By Clint Boulton  |  Posted 2010-08-21
 
 
 

Google, Apple Joust for Mobile Payments via Android, iPhone


Google and Apple are both making moves to ensure smooth financial transactions on their mobile platforms.

Last week news bubbled up that Google and PayPal were brokering a deal to let the search engine use the e-commerce service as a payment option for applications purchased through Google's Android Market.

Apple, meanwhile, hired an expert in near field communication (NFC) technology as its new product manager for mobile commerce and has published a number of NFC-related patents in recent months.

Google's e-commerce infrastructure is poor compared with that of Apple. Users may only purchase applications for their Android smartphones from the Android Market in 13 countries.

By way of comparison, consumers may purchase apps from iPhone's App Store in 90 countries all over the world. PayPal would be a welcome addition to Google Checkout and credit cards as payment options in the Android Market.

Marianne Wolk of Susquehanna Research said that in the near term, such as move would bolster an Android Market suffering from a paucity of payment options and coverage. Long term, Google could leverage PayPal to sell other digital goods, such as books, music and video.

"PayPal would bring the Android marketplace a sizable user base of 87 million registered accounts, as well as incremental support for direct bank account debit or money orders," Wolk said.

"By integrating PayPal more tightly with Android, it could enable one-click purchasing that is more comparable to the Apple app store, which would facilitate greater usage."

Gartner has said the market for mobile apps will be $6.2 billion this year, making it an obvious sector for Google and Apple to attack with gusto.

Analysts Discuss Why Mobile Payments Are Big


 

"Mobile payments have been a stagnant technology," Gartner analyst Ken Dulaney told eWEEK. "I am sure that both parties see this as something that needs to be solved and see it as a challenge and future battleground."

In hiring Benjamin Vigier to head its mobile commerce efforts, Apple demonstrated that it may be ready to make its popular iPhone smartphone an electronic wallet of sorts.

NFC technology would allow users to call up a bar code on their smartphone screen and swipe it across a checkout scanner. One swipe, one purchase. Done.

"The goal is to replace the credit card with the phone eventually, and that has a number of advantages from the standpoint of preventing identity theft and allowing people to better manage and protect their credit because a phone is more difficult to compromise than a credit card is," industry analyst Rob Enderle told eWEEK.

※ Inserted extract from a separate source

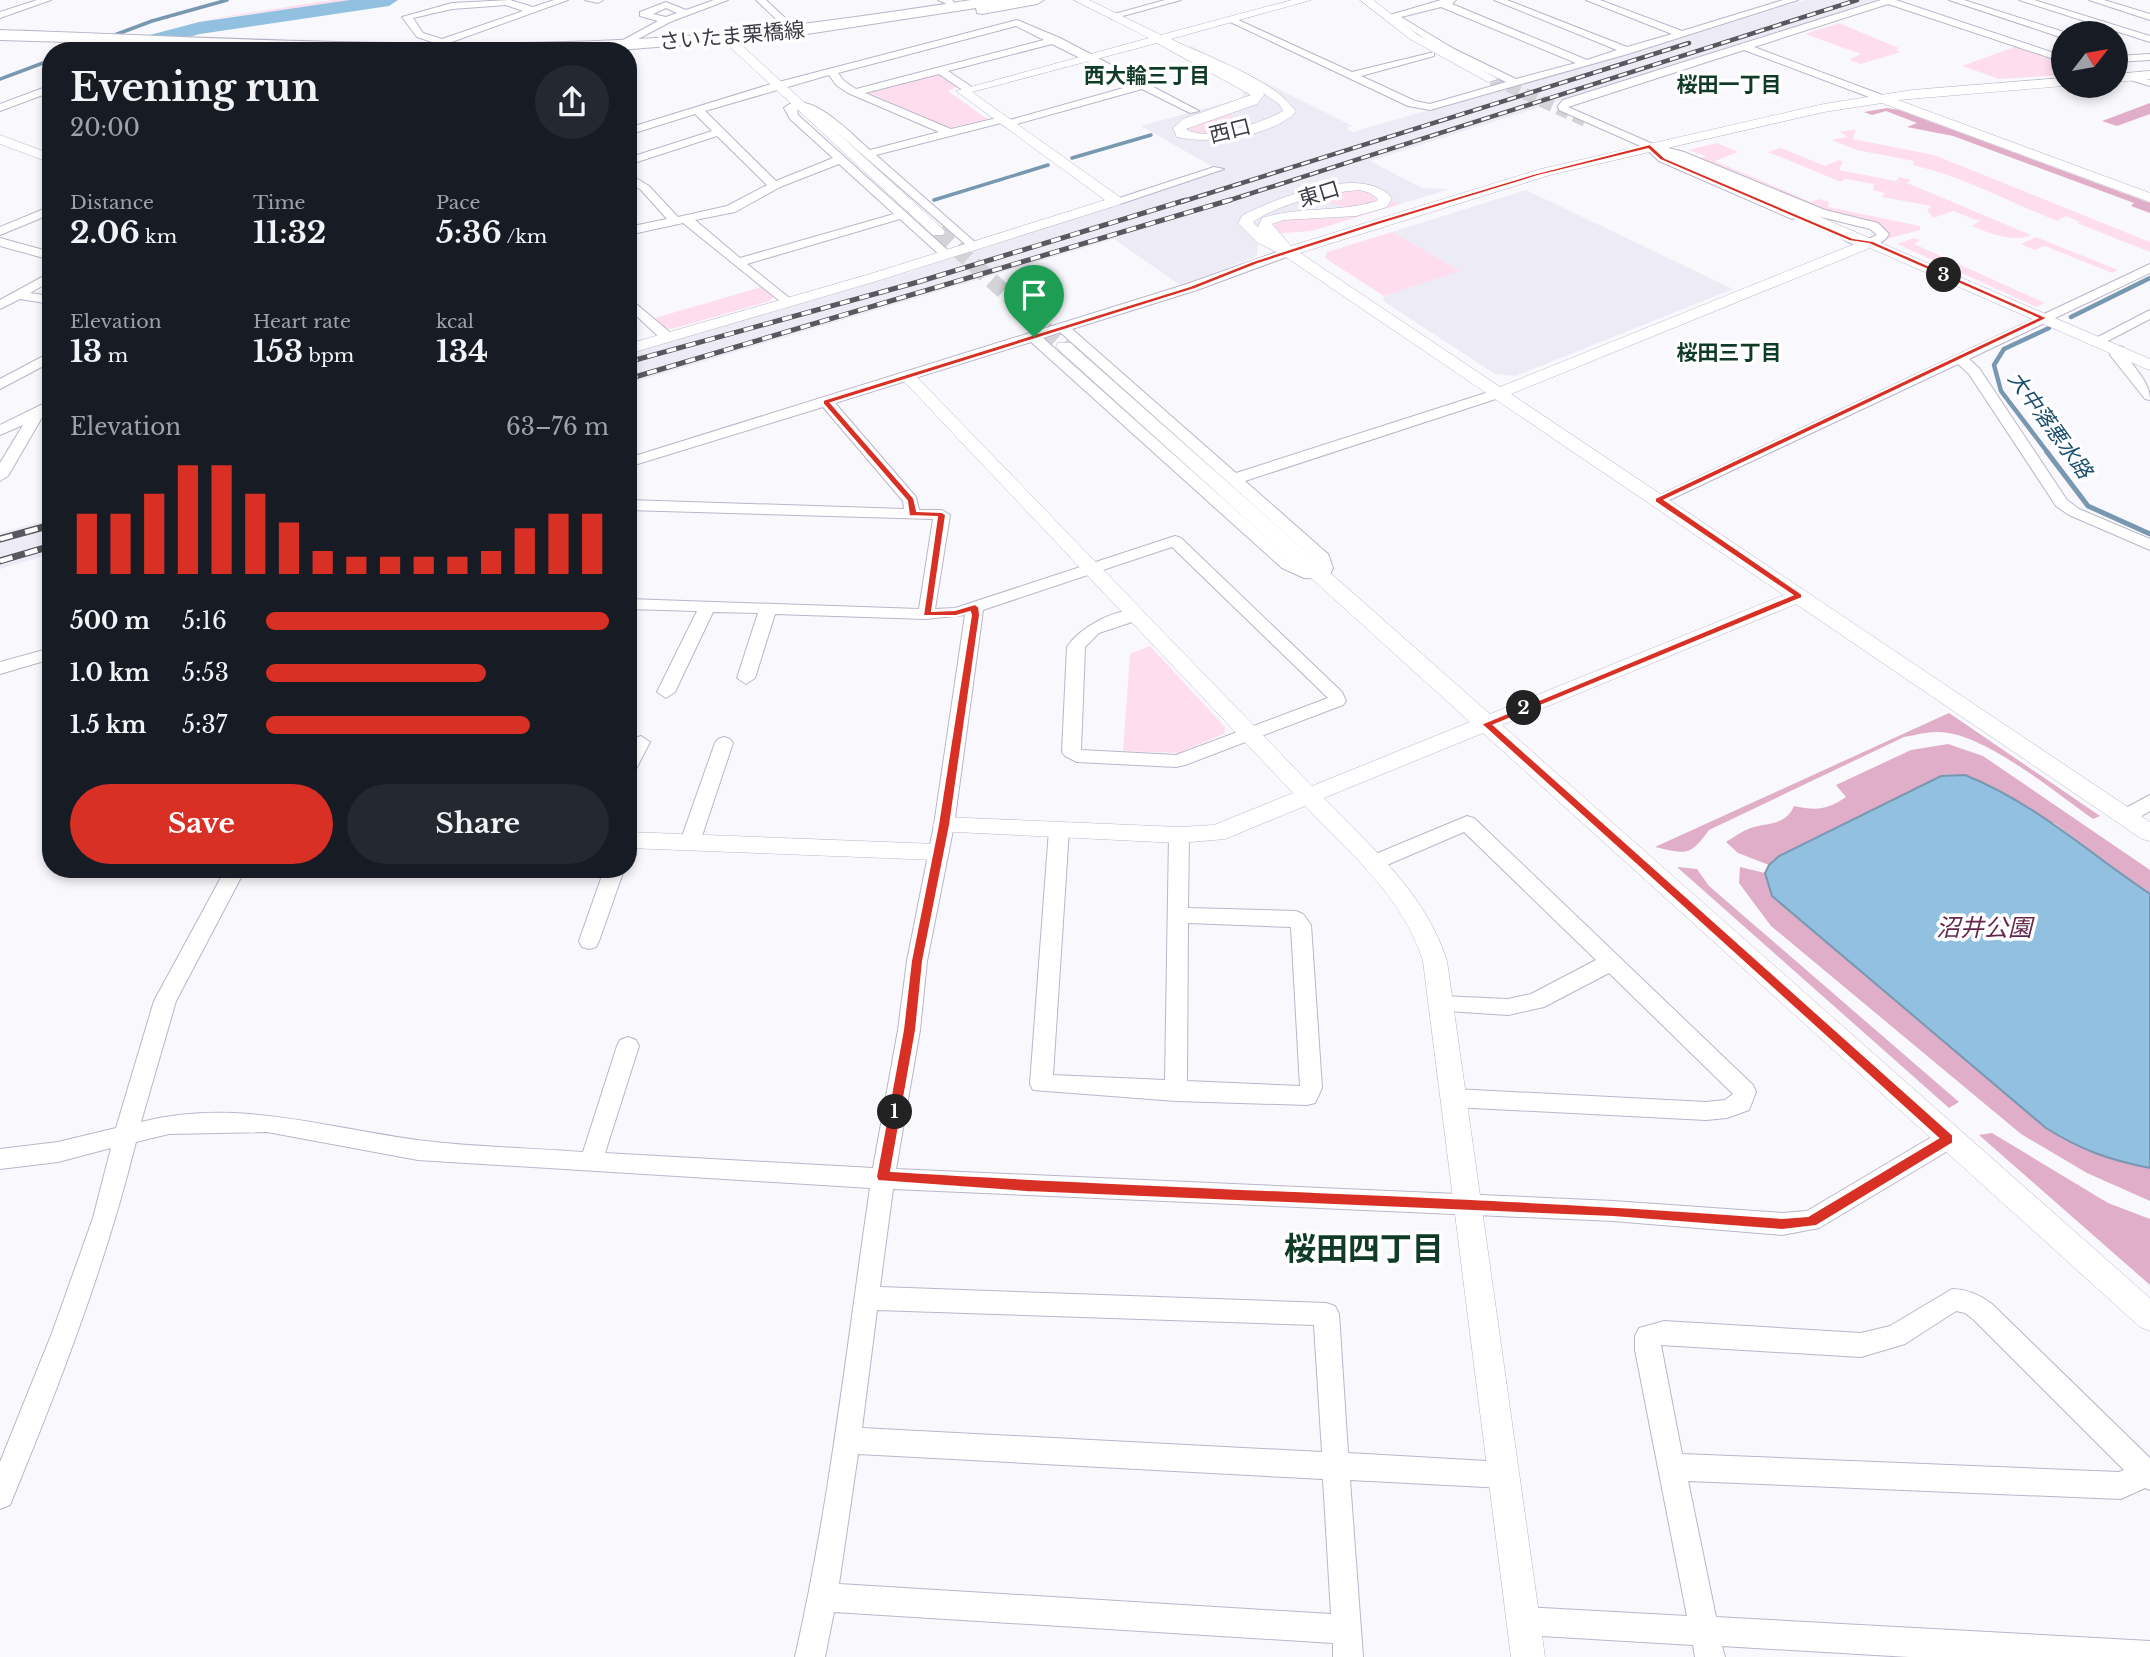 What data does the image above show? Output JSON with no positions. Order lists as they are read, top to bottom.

If it's such a no-brainer, why aren't Apple, Google and their smartphone rivals Microsoft, Nokia and RIM doing this already?

"The problem is the banks and carriers are at odds at how they should be doing this and the banks own the current ecosystem, so making this move hasn't been easy," Enderle added. 

Even so, there are a number of players aggressively going after this space because of the great financial potential, not the least of which would be to make more consumers buy smartphones.

Why wouldn't people put aside their leather billfolds and wallets to be able to pay for clothes or groceries with their phones?

"No one vendor could allow another to significantly lead in this area," Enderle said. "Between Apple and Google, I'd give Google the edge particularly if they hooked up with PayPal, but it clearly is anyone's game at the moment."